What is the exact relationship between inverse maps and inverse matrices?

If A^{-1} is the inverse matrix, then the inverse linear map is f_A^{-1}. The composition rule matches the identity: f_A^{-1}∘f_A equals the identity map on ℝⁿ, and f_A∘f_A^{-1} also equals the identity map. In matrix form, that same idea becomes A^{-1}A=1ₙ and AA^{-1}=1ₙ.

Review Questions

What two multiplication equations define the inverse of a square matrix A?
How does the identity matrix 1ₙ act on vectors in ℝⁿ, and how does that relate to the identity map?
Why is bijectivity of the induced linear map f_A equivalent to A being invertible?

Key Points

1
An n×n identity matrix 1ₙ has ones on the diagonal and zeros elsewhere.
2
For compatible dimensions, multiplying by 1ₙ on either side leaves a matrix unchanged (B·1ₙ = B and 1ₙ·A = A).
3
The identity matrix corresponds to the identity linear map on ℝⁿ: f_{1ₙ}(x)=x.
4
A square matrix A is invertible only if there exists a same-sized matrix A^{-1} with both A·A^{-1}=1ₙ and A^{-1}·A=1ₙ.
5
When an inverse exists, it is unique, which justifies the notation A^{-1}.
6
Invertible matrices correspond exactly to bijective induced linear maps; singular matrices correspond to non-bijective maps.
7
Inverse maps and inverse matrices match under composition: f_A^{-1}∘f_A and f_A∘f_A^{-1} both produce the identity map.

Highlights

The identity matrix is the neutral element for matrix multiplication, just like the number 1 is for real-number multiplication.

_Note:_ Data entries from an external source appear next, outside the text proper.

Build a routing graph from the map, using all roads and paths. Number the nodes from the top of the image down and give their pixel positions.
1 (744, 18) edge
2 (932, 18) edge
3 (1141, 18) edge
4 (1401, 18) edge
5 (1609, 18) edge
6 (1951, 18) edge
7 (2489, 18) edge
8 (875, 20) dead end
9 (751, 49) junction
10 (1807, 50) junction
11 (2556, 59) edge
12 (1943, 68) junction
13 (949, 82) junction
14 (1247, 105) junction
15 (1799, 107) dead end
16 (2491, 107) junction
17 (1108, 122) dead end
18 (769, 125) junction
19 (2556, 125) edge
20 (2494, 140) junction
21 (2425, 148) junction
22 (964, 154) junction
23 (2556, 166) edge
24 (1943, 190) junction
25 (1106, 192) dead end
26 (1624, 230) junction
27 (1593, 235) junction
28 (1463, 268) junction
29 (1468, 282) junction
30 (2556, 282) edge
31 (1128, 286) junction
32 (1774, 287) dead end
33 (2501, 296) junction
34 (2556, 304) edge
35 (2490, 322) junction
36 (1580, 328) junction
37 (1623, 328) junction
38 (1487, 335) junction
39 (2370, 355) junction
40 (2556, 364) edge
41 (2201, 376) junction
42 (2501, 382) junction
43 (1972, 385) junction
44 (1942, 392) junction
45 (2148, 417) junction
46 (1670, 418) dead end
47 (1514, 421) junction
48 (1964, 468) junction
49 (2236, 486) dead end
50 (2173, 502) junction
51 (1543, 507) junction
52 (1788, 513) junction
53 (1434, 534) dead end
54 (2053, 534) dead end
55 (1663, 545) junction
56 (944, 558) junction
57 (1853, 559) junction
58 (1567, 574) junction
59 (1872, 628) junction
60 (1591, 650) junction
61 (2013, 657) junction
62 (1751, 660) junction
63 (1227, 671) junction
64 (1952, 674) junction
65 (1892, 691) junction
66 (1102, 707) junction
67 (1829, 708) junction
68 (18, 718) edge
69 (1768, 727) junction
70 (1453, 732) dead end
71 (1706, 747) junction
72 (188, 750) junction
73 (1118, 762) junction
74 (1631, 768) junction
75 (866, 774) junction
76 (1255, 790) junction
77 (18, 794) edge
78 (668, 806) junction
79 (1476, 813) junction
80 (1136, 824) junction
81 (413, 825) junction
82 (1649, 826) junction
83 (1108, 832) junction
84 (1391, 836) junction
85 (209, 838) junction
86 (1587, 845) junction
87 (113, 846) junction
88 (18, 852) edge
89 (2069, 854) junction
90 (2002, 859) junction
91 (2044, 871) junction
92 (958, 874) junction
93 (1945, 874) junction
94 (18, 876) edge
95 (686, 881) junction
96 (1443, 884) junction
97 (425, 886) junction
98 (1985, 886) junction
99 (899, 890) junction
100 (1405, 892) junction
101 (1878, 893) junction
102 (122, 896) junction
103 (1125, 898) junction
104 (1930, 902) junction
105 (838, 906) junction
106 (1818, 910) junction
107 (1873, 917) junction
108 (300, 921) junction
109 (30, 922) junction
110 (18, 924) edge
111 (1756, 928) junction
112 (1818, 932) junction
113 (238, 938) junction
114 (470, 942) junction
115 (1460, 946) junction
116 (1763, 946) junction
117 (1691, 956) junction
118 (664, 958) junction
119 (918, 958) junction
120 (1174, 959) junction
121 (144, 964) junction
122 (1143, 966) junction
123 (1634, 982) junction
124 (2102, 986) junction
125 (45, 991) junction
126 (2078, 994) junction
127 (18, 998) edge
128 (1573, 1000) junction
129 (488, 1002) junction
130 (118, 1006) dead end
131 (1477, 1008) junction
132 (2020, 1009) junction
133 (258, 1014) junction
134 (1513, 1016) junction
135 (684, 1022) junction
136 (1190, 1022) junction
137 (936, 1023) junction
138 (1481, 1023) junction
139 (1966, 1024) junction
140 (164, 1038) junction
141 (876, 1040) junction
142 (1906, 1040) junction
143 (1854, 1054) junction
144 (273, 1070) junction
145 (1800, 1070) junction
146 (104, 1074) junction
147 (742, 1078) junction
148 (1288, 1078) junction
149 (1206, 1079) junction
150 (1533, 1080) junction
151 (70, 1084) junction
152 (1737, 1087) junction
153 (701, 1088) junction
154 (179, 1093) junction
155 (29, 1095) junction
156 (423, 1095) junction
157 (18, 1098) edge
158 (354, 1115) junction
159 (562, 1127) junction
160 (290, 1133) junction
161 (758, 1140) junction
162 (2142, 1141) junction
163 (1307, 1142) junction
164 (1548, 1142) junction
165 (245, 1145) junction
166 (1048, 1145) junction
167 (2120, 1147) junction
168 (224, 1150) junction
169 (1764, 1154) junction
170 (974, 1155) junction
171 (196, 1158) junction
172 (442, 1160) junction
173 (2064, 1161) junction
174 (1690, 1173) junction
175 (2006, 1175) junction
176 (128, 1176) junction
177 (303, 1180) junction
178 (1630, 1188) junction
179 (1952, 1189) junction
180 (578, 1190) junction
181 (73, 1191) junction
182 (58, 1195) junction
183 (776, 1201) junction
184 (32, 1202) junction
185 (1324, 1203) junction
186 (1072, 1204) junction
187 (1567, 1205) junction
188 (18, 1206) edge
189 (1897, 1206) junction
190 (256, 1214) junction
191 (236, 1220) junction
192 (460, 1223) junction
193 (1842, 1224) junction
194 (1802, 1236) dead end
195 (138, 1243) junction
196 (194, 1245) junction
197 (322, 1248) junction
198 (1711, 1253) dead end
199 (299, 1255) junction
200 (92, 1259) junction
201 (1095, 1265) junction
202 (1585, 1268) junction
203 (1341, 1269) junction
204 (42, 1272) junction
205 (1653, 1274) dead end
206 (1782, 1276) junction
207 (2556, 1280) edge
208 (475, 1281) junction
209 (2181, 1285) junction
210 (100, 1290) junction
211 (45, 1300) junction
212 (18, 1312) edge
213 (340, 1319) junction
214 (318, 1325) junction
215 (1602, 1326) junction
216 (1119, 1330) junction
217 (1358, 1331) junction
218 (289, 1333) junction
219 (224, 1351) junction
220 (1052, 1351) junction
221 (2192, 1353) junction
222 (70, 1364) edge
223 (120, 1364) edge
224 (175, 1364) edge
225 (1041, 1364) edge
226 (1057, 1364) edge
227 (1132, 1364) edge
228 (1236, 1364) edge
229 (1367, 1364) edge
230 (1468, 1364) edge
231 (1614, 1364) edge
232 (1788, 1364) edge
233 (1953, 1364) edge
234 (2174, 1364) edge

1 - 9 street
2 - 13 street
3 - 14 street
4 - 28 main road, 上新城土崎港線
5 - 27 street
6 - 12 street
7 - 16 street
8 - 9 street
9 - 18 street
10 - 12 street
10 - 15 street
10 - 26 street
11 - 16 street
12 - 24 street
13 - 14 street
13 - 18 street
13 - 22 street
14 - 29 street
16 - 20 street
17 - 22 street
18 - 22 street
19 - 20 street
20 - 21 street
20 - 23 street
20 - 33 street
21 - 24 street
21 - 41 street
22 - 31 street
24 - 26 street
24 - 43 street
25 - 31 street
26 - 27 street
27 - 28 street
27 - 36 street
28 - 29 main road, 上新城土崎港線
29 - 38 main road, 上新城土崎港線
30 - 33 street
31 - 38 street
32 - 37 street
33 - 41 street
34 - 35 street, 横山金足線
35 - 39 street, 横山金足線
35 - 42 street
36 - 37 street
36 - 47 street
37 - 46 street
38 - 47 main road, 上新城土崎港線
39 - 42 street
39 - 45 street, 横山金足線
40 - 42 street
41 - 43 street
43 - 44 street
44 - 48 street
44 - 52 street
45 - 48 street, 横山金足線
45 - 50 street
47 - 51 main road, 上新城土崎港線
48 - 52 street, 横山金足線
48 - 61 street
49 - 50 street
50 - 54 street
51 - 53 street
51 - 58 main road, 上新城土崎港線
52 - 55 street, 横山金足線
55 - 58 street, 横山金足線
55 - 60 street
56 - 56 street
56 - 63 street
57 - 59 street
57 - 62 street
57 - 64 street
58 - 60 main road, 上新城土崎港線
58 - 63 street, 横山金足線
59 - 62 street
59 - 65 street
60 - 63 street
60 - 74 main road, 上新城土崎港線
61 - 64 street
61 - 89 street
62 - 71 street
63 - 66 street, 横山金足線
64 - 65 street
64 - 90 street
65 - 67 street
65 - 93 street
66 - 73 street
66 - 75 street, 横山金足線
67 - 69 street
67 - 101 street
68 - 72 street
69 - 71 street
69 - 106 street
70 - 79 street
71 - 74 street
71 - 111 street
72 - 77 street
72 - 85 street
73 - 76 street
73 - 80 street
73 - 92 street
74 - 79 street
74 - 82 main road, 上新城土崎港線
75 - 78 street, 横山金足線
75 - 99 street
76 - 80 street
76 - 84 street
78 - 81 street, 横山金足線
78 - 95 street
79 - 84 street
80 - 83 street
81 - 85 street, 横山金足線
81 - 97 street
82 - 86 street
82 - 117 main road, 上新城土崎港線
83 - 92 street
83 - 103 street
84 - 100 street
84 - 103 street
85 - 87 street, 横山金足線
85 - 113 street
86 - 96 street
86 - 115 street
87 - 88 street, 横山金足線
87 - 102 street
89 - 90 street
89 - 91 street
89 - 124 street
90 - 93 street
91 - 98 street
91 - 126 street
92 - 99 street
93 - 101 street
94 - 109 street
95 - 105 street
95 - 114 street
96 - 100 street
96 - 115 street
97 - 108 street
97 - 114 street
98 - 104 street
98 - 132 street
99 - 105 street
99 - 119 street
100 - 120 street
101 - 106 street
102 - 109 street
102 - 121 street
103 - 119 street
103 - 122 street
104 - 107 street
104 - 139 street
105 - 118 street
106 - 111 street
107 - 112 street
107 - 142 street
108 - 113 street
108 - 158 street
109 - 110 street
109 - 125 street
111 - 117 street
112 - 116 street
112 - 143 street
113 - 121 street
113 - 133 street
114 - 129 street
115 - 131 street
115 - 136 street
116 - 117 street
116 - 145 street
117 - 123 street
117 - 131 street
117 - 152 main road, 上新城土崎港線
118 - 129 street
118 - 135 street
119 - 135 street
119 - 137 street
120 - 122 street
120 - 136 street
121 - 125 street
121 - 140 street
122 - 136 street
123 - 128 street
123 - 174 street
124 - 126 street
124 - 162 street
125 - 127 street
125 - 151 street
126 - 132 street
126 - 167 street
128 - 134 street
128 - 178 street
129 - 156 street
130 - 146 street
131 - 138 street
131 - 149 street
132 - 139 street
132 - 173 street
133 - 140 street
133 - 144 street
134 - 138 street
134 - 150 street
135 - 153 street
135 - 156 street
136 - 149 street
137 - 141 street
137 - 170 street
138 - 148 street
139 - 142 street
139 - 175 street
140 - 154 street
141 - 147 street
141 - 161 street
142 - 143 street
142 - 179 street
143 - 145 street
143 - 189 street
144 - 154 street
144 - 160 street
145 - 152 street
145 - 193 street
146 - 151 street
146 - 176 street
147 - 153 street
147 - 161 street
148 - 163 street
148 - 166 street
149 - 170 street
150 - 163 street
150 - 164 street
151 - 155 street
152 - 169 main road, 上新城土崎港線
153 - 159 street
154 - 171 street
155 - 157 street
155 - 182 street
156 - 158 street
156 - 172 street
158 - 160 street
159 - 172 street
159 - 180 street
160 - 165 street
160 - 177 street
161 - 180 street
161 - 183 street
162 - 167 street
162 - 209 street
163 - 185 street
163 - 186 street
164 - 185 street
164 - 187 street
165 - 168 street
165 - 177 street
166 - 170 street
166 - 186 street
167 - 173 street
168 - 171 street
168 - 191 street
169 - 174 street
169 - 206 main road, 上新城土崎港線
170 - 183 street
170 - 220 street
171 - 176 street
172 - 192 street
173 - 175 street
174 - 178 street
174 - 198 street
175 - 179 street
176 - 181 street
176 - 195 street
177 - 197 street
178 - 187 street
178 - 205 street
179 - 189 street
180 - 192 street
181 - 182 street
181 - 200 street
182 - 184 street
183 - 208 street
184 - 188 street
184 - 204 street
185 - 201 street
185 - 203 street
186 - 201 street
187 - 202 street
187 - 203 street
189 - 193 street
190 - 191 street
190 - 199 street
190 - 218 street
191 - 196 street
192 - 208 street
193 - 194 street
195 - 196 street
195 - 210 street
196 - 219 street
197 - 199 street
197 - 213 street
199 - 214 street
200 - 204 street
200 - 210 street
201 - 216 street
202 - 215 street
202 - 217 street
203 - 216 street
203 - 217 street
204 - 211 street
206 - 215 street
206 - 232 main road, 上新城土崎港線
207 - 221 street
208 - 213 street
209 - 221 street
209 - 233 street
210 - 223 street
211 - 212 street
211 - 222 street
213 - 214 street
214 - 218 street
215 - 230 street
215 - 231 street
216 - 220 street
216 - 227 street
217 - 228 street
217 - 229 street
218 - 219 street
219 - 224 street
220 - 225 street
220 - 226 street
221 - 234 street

At the map level, 1ₙ induces the identity map: every vector x stays x.

Matrix inverses require two-sided conditions: both A·A^{-1} and A^{-1}·A must equal 1ₙ.

Invertibility of A is equivalent to bijectivity of the induced linear map f_A.

Inverse linear maps and inverse matrices are the same idea expressed through composition versus multiplication.